ColvinsPS;1225627 said:


> My year round general liability business insurance is less than 1/3 of that. My liability and insurance on my dump truck year round are about that price for the year.
> 
> It depends largely on where you live and what kind of riders you have and what vehicle it is. Easiest thing to do is simply call you insurance provider and discuss the possibility of you doing it. If they wouldn't cover it check with another company.
> 
> good Luck


well that good news. Thanks


----------



## Diesel_1 (Jan 3, 2011)

I finally found a insurance Co. here in NJ that has 12 month polices that I don't have to give them 100% up front!!


----------



## OntarioGuy (Jan 5, 2011)

Diesel_1;1227719 said:


> I finally found a insurance Co. here in NJ that has 12 month polices that I don't have to give them 100% up front!!


congratz, better deal than before?


----------



## Diesel_1 (Jan 3, 2011)

Almost the same deal, a little more


----------



## OntarioGuy (Jan 5, 2011)

Diesel_1;1228772 said:


> Almost the same deal, a little more


but thats for 12 policy though. so what i have hurd thats a good deal from where i am from.


----------



## Diesel_1 (Jan 3, 2011)

Lucfw;1228818 said:


> but thats for 12 policy though. so what i have hurd thats a good deal from where i am from.


Thanks! Yes, 12 months with payments! Unlike all the rest of the companies I called that want the entire amount up front for 6 months or 1 week of coverage!
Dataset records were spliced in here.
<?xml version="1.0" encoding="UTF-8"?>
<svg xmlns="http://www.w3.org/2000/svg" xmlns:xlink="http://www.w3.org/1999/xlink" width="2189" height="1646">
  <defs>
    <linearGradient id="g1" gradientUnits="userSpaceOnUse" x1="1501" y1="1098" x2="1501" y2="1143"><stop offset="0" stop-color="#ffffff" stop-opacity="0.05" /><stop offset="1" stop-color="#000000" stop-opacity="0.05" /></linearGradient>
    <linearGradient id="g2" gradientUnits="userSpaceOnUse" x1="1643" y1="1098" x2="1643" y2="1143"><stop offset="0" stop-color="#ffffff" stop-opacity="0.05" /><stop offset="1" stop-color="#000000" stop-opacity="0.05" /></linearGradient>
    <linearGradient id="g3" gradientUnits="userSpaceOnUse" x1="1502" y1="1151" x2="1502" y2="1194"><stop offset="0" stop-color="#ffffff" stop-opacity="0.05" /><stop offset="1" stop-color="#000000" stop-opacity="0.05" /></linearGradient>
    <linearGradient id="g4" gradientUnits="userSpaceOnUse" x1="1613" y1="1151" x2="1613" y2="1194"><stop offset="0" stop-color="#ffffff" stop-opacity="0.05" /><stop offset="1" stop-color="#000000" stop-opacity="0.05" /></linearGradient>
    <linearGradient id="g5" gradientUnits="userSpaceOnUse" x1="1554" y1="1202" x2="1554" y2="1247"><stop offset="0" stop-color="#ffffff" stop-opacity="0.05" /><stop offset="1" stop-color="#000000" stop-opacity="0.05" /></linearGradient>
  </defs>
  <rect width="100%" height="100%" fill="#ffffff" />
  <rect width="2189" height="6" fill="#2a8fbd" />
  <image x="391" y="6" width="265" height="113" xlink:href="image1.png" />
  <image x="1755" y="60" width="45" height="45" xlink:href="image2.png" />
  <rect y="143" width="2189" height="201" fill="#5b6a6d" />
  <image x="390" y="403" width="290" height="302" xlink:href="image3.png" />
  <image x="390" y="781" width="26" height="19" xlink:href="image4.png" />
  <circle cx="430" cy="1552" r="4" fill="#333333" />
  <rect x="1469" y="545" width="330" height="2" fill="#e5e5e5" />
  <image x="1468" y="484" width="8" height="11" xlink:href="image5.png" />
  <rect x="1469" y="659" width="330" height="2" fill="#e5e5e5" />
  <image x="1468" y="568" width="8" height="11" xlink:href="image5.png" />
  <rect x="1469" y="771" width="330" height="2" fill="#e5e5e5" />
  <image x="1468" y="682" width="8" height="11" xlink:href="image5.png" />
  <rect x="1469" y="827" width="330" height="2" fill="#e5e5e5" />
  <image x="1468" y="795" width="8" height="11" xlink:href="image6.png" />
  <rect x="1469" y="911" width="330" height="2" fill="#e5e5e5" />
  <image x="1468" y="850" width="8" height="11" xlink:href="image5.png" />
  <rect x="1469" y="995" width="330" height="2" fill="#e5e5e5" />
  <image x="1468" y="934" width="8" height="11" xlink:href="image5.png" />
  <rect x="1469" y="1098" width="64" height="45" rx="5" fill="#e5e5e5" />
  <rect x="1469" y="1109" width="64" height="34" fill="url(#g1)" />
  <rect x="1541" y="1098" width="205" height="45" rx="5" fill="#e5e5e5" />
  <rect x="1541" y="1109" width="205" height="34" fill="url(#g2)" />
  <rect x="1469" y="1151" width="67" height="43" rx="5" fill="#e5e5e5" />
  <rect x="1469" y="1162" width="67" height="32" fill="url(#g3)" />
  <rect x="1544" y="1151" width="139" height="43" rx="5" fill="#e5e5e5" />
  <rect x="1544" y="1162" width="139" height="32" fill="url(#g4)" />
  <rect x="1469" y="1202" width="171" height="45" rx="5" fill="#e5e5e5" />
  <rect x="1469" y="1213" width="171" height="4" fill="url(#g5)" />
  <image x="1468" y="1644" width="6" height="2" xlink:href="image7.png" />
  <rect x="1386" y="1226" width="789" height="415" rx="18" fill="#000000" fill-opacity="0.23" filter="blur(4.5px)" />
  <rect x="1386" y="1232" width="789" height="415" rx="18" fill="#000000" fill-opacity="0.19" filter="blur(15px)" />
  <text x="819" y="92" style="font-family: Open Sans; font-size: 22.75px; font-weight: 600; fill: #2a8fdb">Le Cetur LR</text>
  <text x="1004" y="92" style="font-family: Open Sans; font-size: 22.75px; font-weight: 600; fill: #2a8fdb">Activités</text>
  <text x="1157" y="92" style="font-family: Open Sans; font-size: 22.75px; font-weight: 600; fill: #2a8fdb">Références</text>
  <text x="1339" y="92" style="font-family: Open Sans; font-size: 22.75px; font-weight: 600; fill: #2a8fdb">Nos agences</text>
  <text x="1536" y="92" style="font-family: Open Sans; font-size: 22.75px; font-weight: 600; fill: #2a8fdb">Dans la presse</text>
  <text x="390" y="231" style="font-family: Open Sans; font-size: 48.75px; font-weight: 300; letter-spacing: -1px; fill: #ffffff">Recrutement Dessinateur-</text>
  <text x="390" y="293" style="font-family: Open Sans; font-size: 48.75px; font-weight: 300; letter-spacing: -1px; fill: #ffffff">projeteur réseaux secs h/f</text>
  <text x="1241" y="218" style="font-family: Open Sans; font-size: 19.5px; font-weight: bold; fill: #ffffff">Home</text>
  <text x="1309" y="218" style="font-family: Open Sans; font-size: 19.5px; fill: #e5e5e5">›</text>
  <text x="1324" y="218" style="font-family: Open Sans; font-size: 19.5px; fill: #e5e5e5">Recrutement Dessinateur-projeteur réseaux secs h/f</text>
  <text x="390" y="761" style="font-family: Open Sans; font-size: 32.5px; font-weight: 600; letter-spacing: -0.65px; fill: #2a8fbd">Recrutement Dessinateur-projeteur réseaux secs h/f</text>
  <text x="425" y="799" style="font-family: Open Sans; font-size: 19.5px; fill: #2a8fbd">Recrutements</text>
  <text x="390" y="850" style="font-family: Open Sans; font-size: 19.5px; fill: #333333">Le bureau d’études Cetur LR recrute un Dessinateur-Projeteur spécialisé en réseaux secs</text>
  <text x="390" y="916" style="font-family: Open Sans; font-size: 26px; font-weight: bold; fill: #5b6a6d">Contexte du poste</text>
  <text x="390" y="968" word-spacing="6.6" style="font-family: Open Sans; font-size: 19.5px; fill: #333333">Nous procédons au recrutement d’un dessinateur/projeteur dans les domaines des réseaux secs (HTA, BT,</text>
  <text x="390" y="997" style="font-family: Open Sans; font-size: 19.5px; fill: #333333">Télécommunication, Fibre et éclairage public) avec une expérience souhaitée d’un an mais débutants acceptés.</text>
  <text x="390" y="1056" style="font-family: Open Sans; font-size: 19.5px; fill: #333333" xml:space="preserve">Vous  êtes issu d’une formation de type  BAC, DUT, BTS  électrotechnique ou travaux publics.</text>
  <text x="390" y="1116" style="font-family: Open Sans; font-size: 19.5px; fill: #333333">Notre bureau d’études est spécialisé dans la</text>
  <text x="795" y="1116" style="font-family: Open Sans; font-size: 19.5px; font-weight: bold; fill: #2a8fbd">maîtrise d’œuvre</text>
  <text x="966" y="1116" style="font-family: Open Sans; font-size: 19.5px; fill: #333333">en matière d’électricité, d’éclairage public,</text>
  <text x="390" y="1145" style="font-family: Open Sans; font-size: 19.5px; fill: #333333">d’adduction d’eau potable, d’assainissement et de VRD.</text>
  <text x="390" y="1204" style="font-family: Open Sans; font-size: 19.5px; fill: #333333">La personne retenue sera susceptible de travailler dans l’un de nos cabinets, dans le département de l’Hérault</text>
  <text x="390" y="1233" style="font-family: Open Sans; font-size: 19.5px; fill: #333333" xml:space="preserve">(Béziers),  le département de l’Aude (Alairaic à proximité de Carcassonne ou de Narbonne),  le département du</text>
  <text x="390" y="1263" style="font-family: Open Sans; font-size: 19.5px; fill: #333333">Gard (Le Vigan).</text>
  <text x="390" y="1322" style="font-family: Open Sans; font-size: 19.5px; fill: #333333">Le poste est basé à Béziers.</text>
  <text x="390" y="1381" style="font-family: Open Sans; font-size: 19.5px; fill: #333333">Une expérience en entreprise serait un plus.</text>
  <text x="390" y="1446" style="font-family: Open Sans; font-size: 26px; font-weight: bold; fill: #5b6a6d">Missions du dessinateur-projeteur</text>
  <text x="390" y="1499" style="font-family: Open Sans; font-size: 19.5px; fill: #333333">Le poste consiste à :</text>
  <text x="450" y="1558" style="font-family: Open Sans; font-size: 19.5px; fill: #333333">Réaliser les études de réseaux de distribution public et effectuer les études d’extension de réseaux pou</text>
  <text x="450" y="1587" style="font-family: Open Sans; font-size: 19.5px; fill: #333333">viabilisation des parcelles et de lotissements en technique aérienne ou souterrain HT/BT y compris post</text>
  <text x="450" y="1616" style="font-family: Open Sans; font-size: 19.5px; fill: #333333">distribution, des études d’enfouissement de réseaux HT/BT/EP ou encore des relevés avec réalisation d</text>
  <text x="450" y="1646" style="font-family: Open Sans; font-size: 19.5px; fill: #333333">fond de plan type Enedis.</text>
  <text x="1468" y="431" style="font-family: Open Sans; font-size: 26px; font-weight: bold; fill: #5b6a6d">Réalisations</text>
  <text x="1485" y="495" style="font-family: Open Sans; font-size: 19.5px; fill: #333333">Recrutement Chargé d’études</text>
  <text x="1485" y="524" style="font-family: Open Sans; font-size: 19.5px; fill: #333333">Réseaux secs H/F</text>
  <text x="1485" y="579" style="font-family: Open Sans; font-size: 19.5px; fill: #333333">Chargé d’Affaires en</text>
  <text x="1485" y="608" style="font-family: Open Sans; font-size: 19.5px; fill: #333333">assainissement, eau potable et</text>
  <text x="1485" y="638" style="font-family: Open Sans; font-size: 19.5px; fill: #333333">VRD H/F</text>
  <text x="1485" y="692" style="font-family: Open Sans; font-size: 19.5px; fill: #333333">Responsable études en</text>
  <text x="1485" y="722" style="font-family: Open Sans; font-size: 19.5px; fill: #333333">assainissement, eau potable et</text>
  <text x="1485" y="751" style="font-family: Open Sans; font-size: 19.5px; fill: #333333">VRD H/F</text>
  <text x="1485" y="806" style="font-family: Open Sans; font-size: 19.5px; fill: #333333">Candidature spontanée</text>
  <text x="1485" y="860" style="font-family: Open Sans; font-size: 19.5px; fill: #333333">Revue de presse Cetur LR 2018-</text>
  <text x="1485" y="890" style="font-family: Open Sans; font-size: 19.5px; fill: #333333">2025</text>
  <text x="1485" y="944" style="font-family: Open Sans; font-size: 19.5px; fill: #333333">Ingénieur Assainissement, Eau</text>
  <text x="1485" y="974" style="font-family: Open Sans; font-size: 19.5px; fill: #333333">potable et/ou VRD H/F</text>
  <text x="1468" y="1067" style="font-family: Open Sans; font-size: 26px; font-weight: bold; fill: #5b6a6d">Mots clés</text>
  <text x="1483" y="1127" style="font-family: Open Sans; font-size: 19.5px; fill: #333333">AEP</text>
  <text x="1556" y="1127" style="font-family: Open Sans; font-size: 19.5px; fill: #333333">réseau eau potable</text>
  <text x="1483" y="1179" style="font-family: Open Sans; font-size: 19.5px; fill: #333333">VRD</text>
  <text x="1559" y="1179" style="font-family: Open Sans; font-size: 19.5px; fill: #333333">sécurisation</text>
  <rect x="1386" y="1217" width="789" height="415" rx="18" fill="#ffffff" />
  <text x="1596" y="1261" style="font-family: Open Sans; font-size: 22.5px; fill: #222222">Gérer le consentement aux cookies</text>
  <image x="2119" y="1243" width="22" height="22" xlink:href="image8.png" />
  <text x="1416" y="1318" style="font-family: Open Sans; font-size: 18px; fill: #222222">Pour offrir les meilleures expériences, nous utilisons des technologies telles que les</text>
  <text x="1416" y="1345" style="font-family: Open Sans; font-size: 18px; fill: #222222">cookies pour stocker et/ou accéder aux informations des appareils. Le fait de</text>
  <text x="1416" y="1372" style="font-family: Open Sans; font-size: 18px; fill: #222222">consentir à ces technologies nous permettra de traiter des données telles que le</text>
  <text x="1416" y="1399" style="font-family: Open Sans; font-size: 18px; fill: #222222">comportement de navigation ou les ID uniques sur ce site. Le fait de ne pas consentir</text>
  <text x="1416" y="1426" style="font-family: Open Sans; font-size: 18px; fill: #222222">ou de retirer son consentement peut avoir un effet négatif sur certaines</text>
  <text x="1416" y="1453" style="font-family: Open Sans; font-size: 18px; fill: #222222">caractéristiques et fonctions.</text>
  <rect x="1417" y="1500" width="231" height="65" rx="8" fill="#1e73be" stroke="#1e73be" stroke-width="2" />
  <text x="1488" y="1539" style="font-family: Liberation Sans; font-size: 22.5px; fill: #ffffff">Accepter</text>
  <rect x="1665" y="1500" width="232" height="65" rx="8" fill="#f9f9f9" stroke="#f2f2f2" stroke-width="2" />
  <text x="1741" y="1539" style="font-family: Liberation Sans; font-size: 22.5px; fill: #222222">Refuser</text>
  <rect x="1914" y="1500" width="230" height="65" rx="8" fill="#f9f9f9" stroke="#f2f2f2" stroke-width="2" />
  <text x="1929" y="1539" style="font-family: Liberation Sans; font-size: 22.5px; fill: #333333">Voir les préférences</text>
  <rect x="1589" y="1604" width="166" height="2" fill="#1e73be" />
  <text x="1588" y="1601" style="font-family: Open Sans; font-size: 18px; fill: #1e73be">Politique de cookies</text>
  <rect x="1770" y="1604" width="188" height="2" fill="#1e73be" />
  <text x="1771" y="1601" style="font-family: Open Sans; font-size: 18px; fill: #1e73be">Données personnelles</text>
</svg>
My coverage will be Feb.-Feb. I was getting so fed up, that was the last Ins. Co. I was going to call and was just going to wait til Nov. I lucked out!


----------



## OntarioGuy (Jan 5, 2011)

Diesel_1;1229384 said:


> Thanks! Yes, 12 months with payments! Unlike all the rest of the companies I called that want the entire amount up front for 6 months or 1 week of coverage! My coverage will be Feb.-Feb. I was getting so fed up, that was the last Ins. Co. I was going to call and was just going to wait til Nov. I lucked out!


nice, that a really good deal, congratz.


----------